> The difference is that reality doesn’t force us to solve the problem, or tell us clearly which analogies are the right ones, > does not have such a large effect on the scientific problem.
Another major difference is that we’re forced to solve the problem using only analogies (and reasoning), as opposed to also getting to study the actual objects in question. And, there’s a big boundary between AIs that would lose vs. win a fight with humanity, which causes big disanalogies between AIs, and how alignment strategies apply to AIs, before and after that boundary. (Presumably there’s major disagreement about how important these disanalogies are / how difficult they are to circumvent with other analogies.)

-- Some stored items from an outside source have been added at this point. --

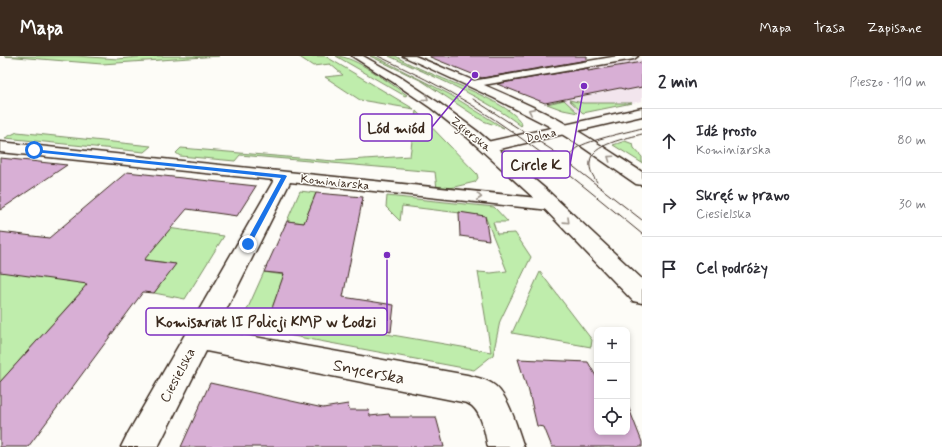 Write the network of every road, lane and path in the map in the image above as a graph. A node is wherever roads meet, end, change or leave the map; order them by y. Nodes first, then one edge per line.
1 (356, 56) edge
2 (407, 56) edge
3 (634, 56) edge
4 (472, 84) junction
5 (642, 112) edge
6 (565, 130) junction
7 (0, 147) edge
8 (487, 147) junction
9 (285, 176) junction
10 (642, 180) edge
11 (550, 204) junction
12 (642, 294) edge
13 (197, 338) junction
14 (139, 447) edge
15 (506, 447) edge

1 -> 8 street, Zgierska
2 - 4 street
3 - 4 street
6 -> 4 street
5 - 6 street, Dolna
6 - 8 street, Dolna
10 -> 6 street
7 - 9 street, Kominiarska
8 - 11 street, Zgierska
9 -> 11 street, Kominiarska
9 - 13 street, Ciesielska
11 -> 12 street, Zgierska
13 - 14 street, Ciesielska
13 - 15 street, Snycerska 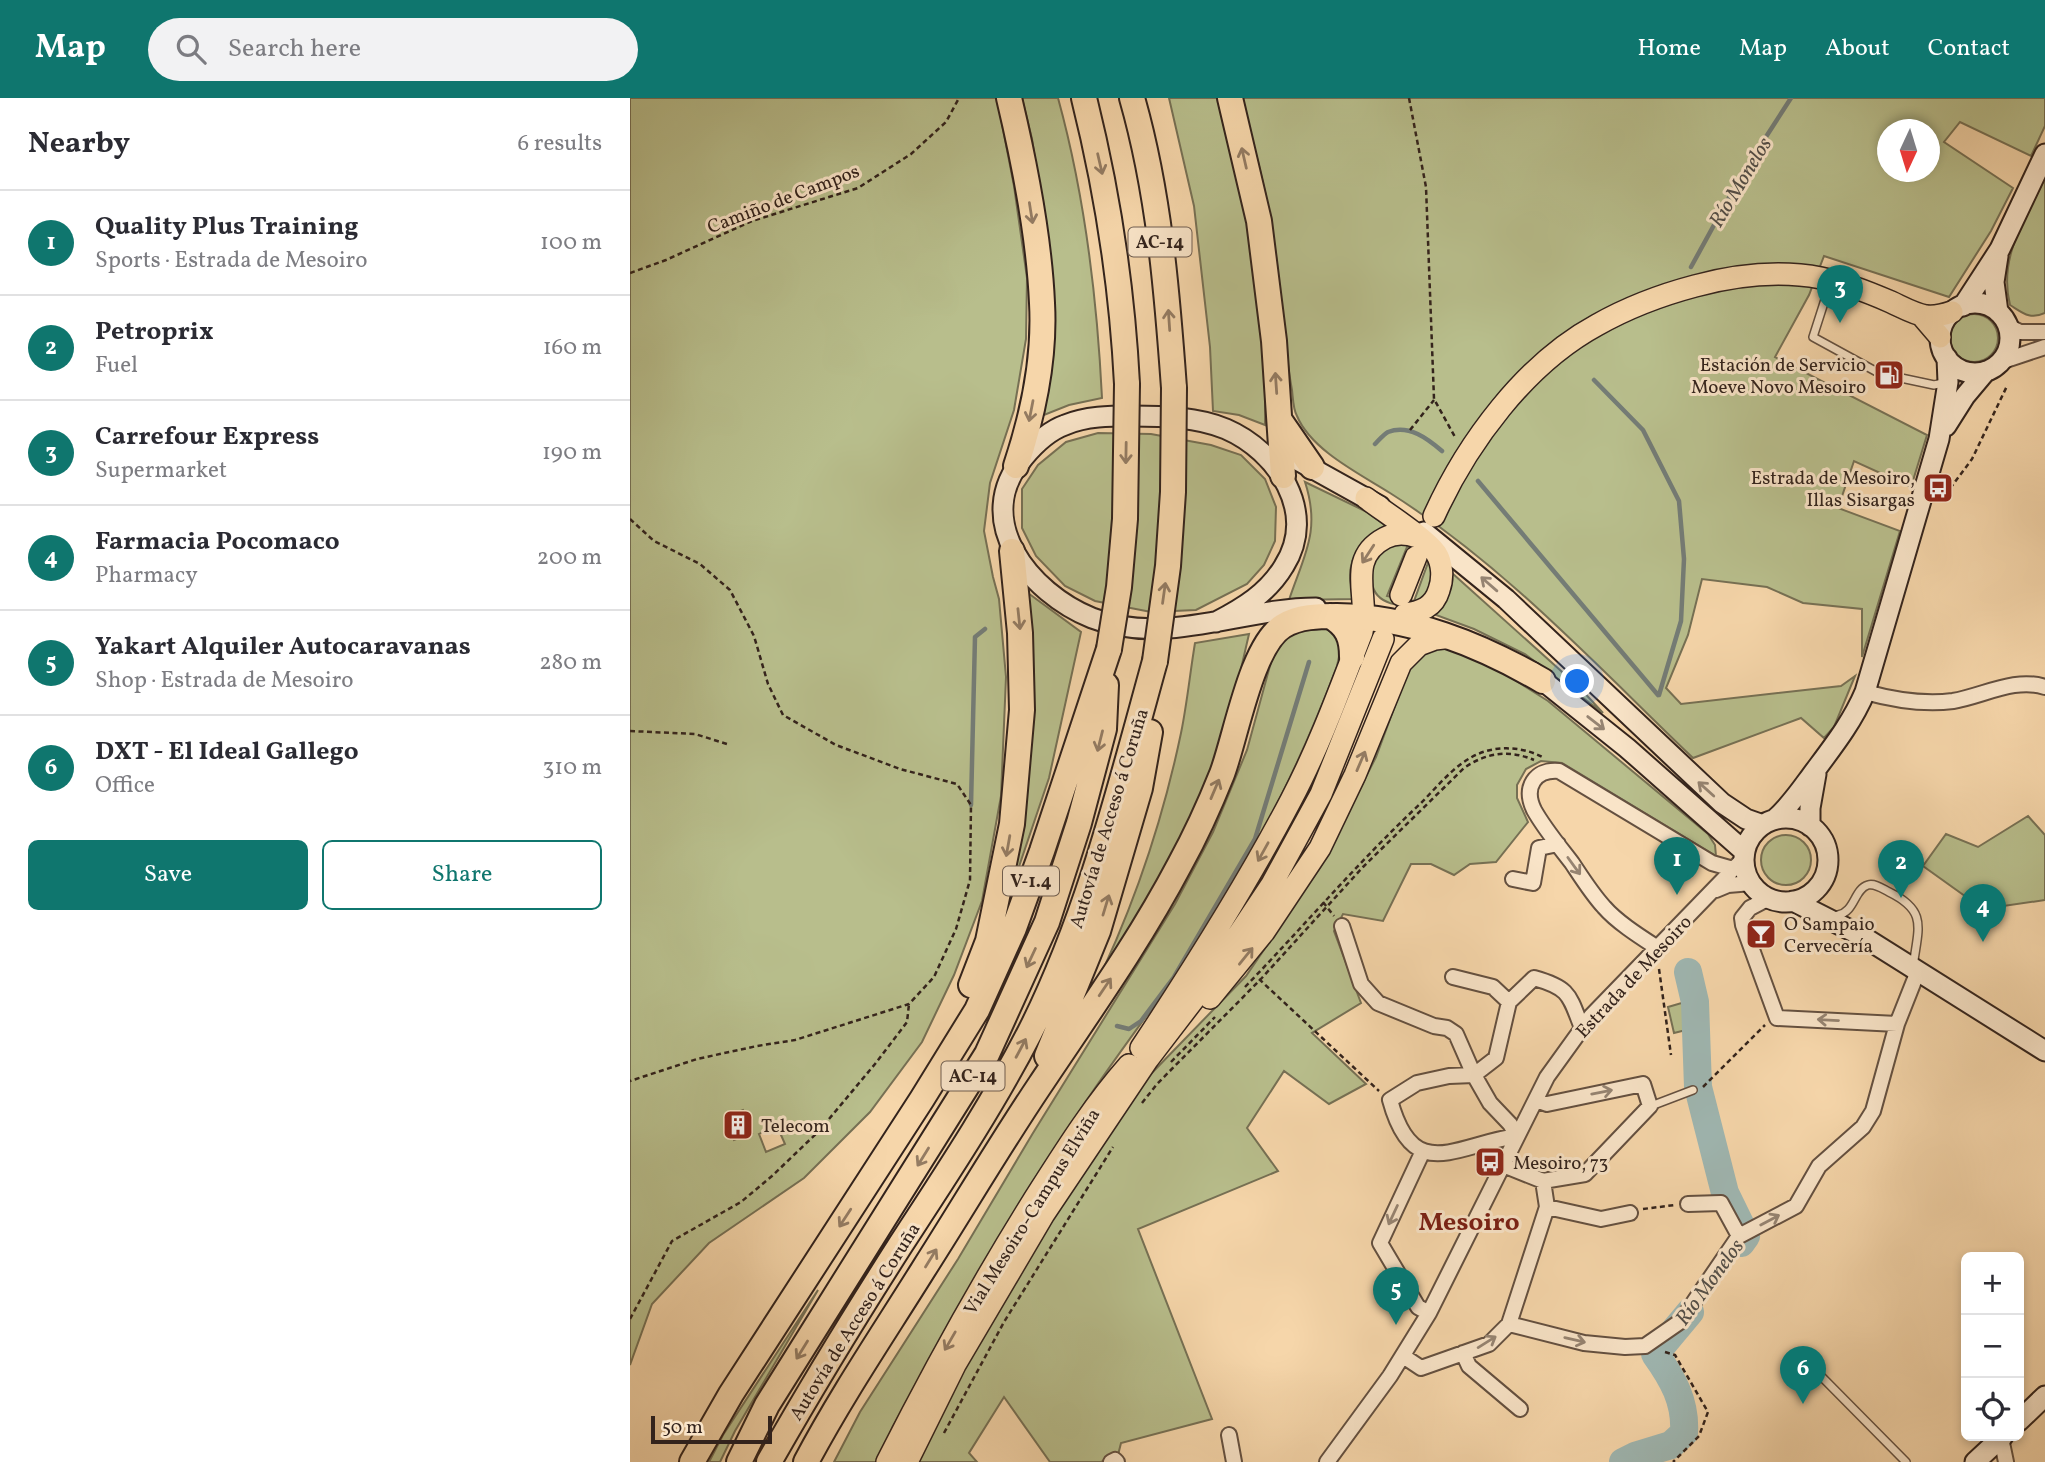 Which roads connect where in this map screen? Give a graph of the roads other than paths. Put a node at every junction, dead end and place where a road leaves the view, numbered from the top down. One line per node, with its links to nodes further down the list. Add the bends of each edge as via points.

> AI is accelerating the timetable for both alignment and capabilities
AI accelerates the timetable for things we know how to point AI at (which shades into convergently instrumental things that we point at just by training an AI to do anything). We know how to point AI at things that can be triangulated with clear metrics, like “how well does the sub-AI you programmed perform at such and such tasks”. We much less know how to point AI at alignment, or at more general things like “do good human-legible science / philosophy” that potentially tackle the core hard parts of alignment. So I don’t buy that these rates are very meaningfully coupled. Clearly there’s some coupling, like you could increase the ability of people working on alignment to find interesting papers 10x more easily, but that seems fairly modest and bounded a help; it’s not going to make alignment research 100x faster / better, because it’s still routing the important stuff through human researchers. How do you view AI as accelerating the timetable for alignment?
AI accelerates the timetable for things we know how to point AI at
It also accelerates the timetable for random things that we don’t expect and don’t even try to point the AI at but that just happen to be easier for incrementally-better AI to do.

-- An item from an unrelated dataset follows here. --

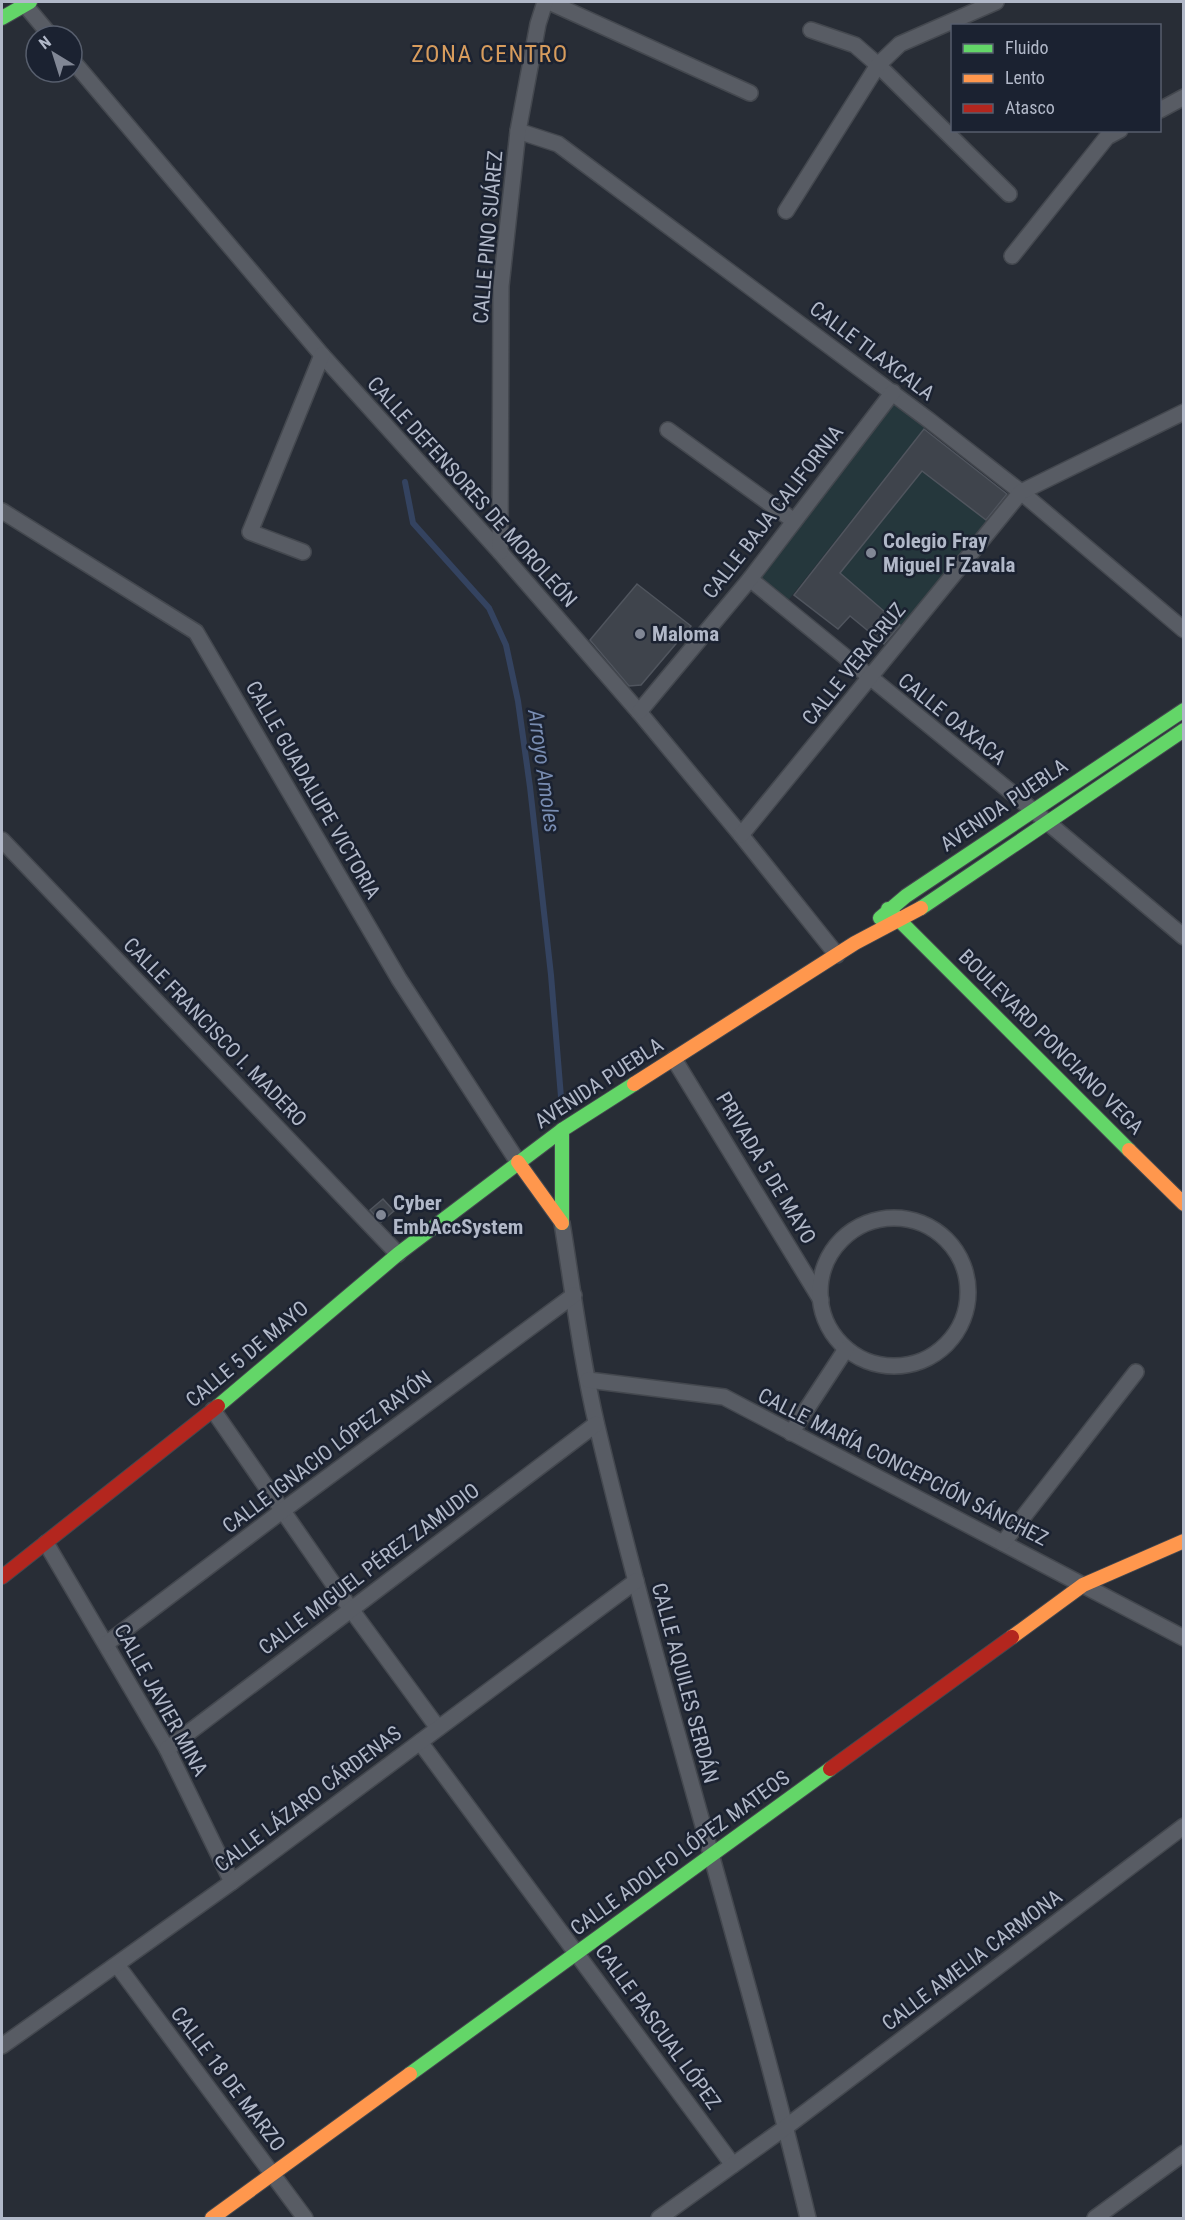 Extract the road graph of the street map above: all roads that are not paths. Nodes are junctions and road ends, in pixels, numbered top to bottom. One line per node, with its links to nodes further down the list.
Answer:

Since the space of stuff that helps alignment seems much smaller than the space of dangerous things, you’d expect most things the AI randomly accelerates without us pointing it at will be dangerous.
Not exactly, because it’s not exactly “random things”, it’s heavily weighted on convergently instrumental things. If you could repurpose ~all the convergently instrumental stuff that randomly targeted AI can do towards AI alignment, like I think Christiano is trying to do, then you’d have a pretty strong coupling. Whether you can do that though is an open question, whether that would be sufficient is an open question.
I’m not sure I understand your weighting argument. Some capabilities are “convergently instrumental” because they are useful for achieving a lot of purposes. I agree that AIs construction techniques will target obtaining such capabilities, precisely because they are useful.
But if you gain a certain convergently instrumental capability, it then automatically allows you to do a lot of random stuff. That’s what the words mean. And most of that random stuff will not be safe.
I don’t get what the difference is between “the AI will get convergently instrumental capabilities, and we’ll point those at AI alignment” and “the AI will get very powerful and we’ll just ask it to be aligned”, other than a bit of technical jargon.
As soon as the AI it gets sufficiently powerful [convergently instrumental capabilities], it is already dangerous. You need to point it precisely at a safe target in outcomes-space or you’re in trouble. Just vaguely pointing it “towards AI alignment” is almost certainly not enough; specifying that outcome safely is the problem we started with.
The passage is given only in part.